= REQUIRED ACTION =
From the listing below, select every line where the word "nodes" appears.
*** Opening RECORDS FOR THIS EXERCISE ***
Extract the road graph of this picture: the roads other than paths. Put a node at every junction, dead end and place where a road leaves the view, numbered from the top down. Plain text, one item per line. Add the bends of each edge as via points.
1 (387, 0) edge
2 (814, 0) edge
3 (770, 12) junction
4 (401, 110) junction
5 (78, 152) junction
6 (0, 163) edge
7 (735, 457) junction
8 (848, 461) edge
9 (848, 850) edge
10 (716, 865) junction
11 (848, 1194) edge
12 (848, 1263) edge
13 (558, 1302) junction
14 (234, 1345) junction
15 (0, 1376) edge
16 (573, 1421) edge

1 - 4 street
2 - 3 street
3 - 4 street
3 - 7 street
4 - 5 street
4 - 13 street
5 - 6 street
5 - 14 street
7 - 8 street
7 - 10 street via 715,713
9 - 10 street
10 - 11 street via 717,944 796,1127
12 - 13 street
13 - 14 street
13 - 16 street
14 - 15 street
*** Closing RECORDS FOR THIS EXERCISE ***
*** Opening RECORDS FOR THIS EXERCISE ***
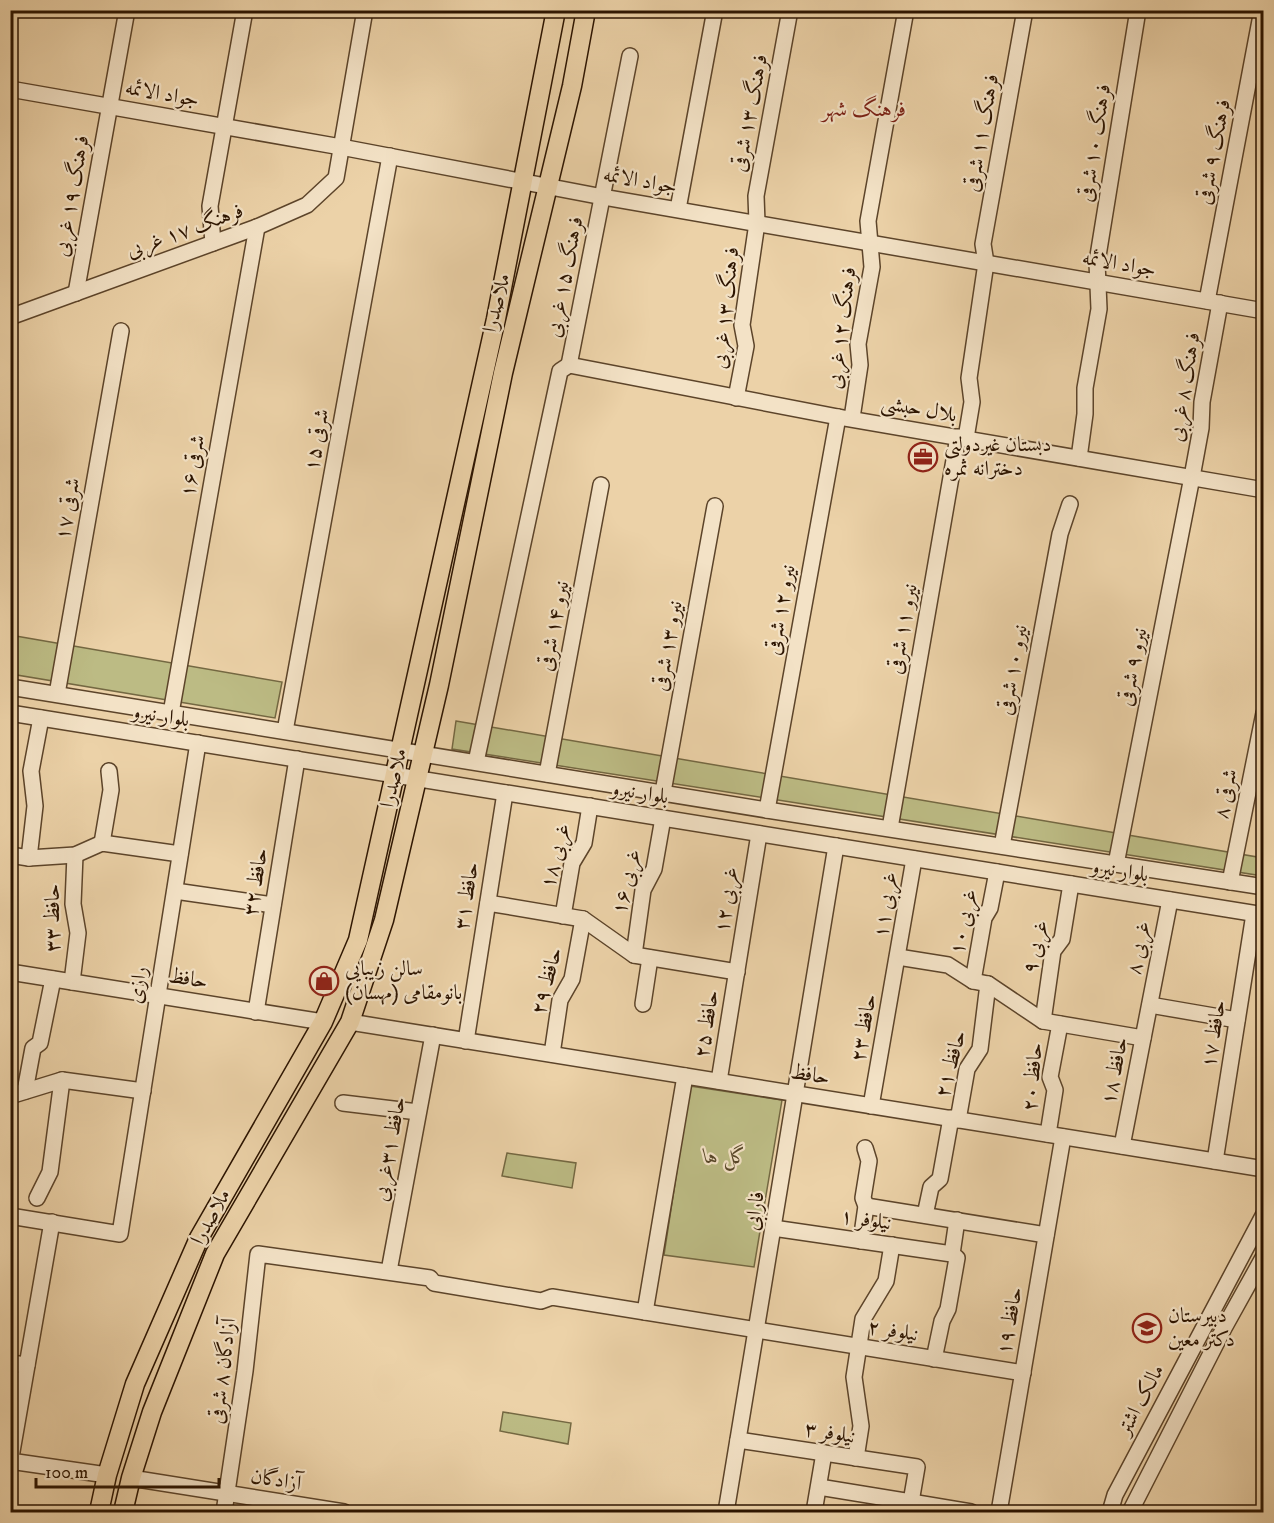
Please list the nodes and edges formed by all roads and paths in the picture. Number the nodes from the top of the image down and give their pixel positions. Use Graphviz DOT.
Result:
*** Closing RECORDS FOR THIS EXERCISE ***
*** Opening RECORDS FOR THIS EXERCISE ***
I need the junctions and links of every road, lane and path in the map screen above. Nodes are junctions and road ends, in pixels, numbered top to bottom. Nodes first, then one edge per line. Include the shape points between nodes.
*** Closing RECORDS FOR THIS EXERCISE ***
= EXERCISE OUTPUT =
Please list the nodes and edges formed by all roads and paths in the picture. Number the nodes from the top of the image down and give their pixel positions. Use Graphviz DOT.
I need the junctions and links of every road, lane and path in the map screen above. Nodes are junctions and road ends, in pixels, numbered top to bottom. Nodes first, then one edge per line. Include the shape points between nodes.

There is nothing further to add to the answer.